A estrada que nos leva a um viver mais sustentável passa, invariavelmente, pelo desenho de nossas casas. Por projetos, no campo ou na cidade, que minimizem ao máximo o impacto ambiental, durante e após sua construção. E pela reconfiguração dos imóveis urbanos, para que consumam menos energia e produzam menos resíduos.
“Há uma década, a ideia de viver em uma casa sustentável era desejável, mas um pouco distante. As tecnologias e materiais necessários eram poucos, caros e vistos até com uma certa desconfiança”, afirma a engenheira ambiental Ana Paula Liptak Constâncio. “Hoje, no entanto, a economia gerada pelas práticas sustentáveis começa a ser sentida no bolso e, por isso, não chega a surpreender que a procura por projetos desta natureza tenha crescido tanto”, diz.

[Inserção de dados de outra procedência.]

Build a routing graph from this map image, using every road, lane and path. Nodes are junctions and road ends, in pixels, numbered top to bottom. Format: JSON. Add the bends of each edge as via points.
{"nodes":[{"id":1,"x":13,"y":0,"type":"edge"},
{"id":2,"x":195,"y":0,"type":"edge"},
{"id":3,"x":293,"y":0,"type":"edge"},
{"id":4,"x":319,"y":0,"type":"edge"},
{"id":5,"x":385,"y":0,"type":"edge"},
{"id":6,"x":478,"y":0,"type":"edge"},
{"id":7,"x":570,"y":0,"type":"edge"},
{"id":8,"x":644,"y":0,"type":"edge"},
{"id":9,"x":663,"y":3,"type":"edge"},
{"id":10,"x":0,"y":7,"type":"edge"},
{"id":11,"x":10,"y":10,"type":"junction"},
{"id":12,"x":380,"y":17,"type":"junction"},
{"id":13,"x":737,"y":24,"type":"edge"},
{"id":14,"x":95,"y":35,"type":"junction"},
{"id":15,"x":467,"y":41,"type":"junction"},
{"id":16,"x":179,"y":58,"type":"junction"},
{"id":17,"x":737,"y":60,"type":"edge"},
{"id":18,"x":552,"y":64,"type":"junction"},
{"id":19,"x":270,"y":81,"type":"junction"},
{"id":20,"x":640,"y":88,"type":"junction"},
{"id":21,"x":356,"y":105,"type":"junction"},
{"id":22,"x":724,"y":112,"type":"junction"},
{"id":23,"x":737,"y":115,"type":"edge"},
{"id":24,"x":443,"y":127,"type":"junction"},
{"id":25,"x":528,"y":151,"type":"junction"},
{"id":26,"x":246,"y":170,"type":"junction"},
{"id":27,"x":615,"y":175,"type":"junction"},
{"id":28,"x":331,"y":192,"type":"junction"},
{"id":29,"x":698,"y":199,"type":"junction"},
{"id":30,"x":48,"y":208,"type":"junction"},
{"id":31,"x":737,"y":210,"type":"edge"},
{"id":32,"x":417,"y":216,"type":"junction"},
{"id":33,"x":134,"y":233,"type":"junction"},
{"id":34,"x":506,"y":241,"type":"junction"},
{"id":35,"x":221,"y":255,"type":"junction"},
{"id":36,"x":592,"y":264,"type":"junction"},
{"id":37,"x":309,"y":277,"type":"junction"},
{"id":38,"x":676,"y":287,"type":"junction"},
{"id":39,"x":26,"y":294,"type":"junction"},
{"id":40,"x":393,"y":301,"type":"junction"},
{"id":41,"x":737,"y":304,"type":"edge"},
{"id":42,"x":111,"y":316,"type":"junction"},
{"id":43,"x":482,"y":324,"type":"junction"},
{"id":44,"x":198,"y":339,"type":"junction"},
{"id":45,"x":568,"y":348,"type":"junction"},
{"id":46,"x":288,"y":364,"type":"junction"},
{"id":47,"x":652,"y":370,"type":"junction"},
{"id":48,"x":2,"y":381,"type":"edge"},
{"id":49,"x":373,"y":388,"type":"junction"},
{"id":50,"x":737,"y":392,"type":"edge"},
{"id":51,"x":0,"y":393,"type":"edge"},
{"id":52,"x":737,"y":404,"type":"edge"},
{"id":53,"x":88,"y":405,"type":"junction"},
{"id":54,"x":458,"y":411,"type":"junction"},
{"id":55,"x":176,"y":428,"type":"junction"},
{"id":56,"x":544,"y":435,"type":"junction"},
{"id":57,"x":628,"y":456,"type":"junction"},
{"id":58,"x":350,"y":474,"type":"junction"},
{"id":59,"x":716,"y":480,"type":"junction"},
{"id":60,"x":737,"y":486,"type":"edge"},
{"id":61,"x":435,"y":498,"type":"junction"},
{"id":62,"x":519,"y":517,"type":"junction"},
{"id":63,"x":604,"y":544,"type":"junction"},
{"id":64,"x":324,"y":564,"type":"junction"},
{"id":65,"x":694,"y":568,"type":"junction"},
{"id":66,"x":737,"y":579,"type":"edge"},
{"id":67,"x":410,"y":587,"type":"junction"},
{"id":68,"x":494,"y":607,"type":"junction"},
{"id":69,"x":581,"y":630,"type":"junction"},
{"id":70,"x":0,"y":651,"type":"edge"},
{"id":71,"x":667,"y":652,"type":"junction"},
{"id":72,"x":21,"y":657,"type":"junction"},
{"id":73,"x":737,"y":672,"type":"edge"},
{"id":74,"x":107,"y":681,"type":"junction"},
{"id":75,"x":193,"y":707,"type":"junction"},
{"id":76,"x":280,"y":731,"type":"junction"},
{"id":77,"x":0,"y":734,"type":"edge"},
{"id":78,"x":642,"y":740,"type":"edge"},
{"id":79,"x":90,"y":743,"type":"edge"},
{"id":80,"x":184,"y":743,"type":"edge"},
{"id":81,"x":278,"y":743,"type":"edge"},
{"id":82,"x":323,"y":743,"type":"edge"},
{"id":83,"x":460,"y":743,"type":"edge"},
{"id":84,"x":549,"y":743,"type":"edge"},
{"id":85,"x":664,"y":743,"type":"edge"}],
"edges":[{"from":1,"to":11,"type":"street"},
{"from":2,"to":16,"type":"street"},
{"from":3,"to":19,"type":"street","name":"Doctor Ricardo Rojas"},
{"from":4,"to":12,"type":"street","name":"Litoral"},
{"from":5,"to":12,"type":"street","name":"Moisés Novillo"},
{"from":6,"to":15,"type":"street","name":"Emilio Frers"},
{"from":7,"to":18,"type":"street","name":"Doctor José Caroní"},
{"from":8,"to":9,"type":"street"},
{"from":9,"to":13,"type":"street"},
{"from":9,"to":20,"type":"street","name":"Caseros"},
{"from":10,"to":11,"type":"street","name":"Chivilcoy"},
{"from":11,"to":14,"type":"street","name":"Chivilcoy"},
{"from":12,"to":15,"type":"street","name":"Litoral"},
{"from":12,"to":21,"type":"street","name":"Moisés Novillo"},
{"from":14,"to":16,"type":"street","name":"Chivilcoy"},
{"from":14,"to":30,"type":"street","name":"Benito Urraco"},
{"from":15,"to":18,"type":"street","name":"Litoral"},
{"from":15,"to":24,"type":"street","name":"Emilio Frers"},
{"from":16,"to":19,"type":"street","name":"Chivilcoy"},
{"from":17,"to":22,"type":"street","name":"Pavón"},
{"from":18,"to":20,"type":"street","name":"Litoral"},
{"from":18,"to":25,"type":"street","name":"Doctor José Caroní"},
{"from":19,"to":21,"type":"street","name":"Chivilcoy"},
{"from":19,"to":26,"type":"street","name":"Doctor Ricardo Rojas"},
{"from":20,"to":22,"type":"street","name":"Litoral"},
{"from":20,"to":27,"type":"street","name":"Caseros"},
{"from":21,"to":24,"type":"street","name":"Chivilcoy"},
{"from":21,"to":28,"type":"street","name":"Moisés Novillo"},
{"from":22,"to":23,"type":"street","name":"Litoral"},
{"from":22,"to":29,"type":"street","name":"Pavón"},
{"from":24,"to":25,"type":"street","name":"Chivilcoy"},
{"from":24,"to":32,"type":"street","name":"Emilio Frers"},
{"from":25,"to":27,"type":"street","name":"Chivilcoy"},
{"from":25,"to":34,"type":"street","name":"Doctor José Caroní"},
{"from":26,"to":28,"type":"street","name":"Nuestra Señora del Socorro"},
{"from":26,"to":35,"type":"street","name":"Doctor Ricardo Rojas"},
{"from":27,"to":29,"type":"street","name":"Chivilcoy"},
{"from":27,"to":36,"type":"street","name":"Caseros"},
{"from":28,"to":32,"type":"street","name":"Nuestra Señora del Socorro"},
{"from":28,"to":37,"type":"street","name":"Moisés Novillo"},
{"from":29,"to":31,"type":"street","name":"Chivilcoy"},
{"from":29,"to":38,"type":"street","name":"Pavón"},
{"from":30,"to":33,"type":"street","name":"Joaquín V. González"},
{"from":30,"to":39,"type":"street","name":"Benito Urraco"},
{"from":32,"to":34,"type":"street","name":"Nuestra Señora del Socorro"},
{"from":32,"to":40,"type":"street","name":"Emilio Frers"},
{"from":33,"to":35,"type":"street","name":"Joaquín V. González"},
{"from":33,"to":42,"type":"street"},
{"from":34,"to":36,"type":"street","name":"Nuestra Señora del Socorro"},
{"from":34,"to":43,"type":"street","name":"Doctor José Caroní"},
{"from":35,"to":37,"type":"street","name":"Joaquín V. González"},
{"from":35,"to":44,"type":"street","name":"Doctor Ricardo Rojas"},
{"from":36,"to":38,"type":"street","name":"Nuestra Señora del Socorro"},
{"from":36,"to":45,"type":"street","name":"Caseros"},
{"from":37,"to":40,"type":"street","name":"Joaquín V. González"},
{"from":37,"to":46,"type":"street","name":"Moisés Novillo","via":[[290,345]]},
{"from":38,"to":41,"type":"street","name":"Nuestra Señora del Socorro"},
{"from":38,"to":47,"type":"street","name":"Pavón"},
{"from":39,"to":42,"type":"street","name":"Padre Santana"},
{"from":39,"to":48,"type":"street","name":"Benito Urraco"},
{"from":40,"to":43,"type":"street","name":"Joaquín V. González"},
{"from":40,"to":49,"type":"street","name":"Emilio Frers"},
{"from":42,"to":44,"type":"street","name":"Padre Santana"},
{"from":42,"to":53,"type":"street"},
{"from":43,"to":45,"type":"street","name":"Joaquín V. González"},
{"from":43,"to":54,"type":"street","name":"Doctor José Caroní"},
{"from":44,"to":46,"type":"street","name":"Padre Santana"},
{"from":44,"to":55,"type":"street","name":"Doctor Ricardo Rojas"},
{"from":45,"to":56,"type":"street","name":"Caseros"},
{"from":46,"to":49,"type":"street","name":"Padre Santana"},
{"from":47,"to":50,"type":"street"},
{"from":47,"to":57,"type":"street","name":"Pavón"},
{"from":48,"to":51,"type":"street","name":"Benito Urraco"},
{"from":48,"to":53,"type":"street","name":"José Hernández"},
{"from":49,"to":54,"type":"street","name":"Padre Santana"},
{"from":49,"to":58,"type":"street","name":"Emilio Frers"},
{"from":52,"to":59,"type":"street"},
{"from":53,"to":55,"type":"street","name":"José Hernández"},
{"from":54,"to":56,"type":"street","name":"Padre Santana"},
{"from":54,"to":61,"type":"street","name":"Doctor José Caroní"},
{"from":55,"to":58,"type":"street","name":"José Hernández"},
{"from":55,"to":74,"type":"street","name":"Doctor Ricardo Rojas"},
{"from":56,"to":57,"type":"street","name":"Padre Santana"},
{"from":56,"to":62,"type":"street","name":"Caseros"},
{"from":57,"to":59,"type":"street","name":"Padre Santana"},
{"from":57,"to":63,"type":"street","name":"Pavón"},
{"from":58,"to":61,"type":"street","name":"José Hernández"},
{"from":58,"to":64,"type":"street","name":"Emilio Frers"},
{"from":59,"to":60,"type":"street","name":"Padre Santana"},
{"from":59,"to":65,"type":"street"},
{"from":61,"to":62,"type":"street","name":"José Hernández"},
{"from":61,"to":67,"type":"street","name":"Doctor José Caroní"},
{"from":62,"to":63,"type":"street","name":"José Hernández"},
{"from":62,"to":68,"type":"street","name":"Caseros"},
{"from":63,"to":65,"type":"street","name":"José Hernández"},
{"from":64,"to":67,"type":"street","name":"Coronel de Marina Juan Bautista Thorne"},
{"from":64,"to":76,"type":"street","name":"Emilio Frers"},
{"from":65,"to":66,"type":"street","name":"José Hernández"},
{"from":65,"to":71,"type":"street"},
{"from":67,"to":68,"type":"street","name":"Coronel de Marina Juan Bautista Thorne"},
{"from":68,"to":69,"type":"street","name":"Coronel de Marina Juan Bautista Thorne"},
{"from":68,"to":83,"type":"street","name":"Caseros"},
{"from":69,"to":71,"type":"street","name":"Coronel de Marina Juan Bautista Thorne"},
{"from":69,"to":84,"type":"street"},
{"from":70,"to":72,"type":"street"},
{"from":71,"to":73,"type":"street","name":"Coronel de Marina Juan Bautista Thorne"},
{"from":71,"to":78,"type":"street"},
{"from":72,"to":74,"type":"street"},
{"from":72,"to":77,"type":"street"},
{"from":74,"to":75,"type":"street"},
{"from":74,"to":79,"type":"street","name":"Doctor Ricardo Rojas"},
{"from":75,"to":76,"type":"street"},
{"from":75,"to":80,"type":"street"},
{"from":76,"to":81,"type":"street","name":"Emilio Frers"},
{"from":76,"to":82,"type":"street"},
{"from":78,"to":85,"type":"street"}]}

De acordo com a engenheira, que presta consultoria especializada para arquitetos, a tendência é que esse tipo de projeto ganhe relevância e visibilidade nos próximos anos, à medida em que mais e mais pessoas parecem buscar uma relação mais saudável com o meio ambiente e começam a abandonar uma série de mitos que cercam o tema.
“Ao contrário do que muitos pensam, uma casa sustentável não tem um orçamento muito maior que o de uma casa convencional. Os imóveis tradicionais costumam ser mais acessíveis porque são construídos em larga escala, mas o investimento em uma solução alternativa se dilui ao longo dos anos”, diz.
Como ocorreu, por exemplo, com a arquiteta Consuelo Jorge, que há 15 anos vive em uma casa projetada por ela no bairro do Campo Belo, em São Paulo, em meio a painéis para captação de energia solar, cisterna para armazenar águas de chuvas e iluminação de jardim acionada por células fotovoltaicas. “Na época da construção, fiz um estudo e constatei que todo o investimento se pagaria em cinco anos. E foi isso o que aconteceu”, conta.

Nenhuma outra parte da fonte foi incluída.